Durante dos días Ganns se dedicó al descanso, y la tarde del tercero invitó privadamente a Doria a salir de paseo con él.

—Deseo preguntarle varias cosas —expresó—. Usted partirá primero y yo después; es mejor que nadie se entere de nuestra salida. Usted conoce el rincón de la montaña que prefiero. Nos encontraremos allí..., digamos a las siete.

Giuseppe aceptó con alegría.

—Iremos hasta la
Madonna del far niente
—dijo; y a la hora convenida, Peter lo halló en el lugar de la cita. Ascendieron juntos la montaña: el detective pidió a Doria que colaborase con él.
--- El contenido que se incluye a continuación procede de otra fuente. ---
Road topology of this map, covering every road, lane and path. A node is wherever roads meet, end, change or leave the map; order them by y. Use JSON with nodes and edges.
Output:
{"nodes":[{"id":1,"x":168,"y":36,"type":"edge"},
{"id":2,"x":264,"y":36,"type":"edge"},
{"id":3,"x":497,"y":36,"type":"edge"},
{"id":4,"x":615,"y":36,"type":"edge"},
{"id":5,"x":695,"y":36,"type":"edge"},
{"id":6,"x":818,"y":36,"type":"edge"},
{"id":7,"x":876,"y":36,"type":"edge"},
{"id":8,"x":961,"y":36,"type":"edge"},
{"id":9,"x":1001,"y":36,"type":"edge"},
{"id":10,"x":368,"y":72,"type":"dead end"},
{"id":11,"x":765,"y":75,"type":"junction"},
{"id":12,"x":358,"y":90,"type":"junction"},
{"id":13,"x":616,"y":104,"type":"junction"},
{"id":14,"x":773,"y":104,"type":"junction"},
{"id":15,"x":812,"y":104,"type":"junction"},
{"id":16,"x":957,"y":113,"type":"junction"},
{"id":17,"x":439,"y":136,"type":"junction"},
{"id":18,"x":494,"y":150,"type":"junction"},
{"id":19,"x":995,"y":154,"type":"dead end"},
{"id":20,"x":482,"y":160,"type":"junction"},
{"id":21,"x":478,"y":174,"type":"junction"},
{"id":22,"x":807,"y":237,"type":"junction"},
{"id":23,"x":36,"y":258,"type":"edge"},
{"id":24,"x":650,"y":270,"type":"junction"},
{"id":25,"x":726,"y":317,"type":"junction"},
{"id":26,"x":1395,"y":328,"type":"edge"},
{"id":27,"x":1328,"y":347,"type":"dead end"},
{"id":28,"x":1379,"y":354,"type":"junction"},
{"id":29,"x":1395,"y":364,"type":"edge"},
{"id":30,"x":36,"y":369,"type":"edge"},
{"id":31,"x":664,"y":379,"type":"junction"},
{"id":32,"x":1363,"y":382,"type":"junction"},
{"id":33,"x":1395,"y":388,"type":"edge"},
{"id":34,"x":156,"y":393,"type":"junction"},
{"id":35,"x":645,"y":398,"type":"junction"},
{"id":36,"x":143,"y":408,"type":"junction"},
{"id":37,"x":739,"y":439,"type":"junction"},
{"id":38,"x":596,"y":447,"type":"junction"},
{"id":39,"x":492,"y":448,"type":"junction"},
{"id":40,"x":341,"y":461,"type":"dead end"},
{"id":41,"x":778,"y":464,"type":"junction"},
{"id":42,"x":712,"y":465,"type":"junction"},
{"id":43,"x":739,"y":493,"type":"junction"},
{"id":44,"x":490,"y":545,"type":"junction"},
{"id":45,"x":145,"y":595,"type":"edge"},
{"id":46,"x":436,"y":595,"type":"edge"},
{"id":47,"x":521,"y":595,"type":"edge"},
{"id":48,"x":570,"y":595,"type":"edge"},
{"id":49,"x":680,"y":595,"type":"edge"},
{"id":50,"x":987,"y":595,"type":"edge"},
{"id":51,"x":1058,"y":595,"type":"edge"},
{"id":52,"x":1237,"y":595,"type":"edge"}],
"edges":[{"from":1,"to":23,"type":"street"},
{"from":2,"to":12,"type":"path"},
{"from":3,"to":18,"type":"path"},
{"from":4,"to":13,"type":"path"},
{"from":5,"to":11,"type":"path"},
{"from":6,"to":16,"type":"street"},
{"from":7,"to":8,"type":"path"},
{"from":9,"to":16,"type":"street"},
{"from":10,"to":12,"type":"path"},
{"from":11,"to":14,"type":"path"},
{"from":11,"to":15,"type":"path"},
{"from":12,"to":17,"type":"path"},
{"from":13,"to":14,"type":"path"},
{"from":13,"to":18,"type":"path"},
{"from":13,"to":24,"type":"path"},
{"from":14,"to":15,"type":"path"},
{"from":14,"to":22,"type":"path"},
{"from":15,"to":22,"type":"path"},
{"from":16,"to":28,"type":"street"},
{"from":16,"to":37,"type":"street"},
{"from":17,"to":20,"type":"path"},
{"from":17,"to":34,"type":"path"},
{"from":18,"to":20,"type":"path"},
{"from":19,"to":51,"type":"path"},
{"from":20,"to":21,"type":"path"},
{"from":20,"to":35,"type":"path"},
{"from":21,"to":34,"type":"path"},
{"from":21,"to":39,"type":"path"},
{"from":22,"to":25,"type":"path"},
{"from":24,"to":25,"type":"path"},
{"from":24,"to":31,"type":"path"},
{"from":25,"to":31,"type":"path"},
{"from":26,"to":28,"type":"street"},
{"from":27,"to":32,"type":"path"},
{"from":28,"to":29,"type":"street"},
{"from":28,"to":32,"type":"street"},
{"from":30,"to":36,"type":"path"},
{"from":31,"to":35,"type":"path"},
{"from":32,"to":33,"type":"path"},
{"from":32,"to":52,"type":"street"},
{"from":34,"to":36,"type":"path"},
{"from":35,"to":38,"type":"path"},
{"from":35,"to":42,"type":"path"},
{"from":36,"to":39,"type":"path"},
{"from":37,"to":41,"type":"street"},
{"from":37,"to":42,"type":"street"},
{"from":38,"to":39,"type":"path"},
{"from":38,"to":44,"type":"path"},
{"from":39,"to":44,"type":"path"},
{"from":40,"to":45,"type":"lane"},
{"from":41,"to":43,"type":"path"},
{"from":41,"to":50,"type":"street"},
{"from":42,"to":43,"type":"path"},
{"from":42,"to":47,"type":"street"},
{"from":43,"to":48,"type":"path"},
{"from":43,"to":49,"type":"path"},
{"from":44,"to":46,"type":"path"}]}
—Aquí entre los dos —le dijo—, le confieso que no estoy muy satisfecho con los resultados de esta investigación. Brendon es un excelente muchacho y tan buen detective como los mejores que he encontrado en mi larga carrera. A veces es bastante listo..., como cuando fingió estar muerto allí en la cima; pero ¿de qué sirve planear la trampa para luego no ver al hombre? Esto no me habría ocurrido a mí. A usted tampoco. Hablando sin ambages, hay algo que se interpone entre Marc y su trabajo, y me agradaría saber la opinión que tiene de él, puesto que es usted hombre sagaz y testigo independiente. Ha tenido muchas oportunidades de estudiarlo; por tanto, le ruego que me diga lo que piensa. Estoy harto de andar dando vueltas como un tonto alrededor de este asunto... y, lo que es peor, pasando por tonto.

—Marc está enamorado de mi mujer —contestó francamente Giuseppe—. Esto es lo que le ocurre. Y, como en este caso no confío en Joanna y sigo creyendo que conoce mejor que nadie detalles del hombre rojo, opino que mientras ella tenga engañado a Brendon, éste no le prestará a usted ninguna ayuda.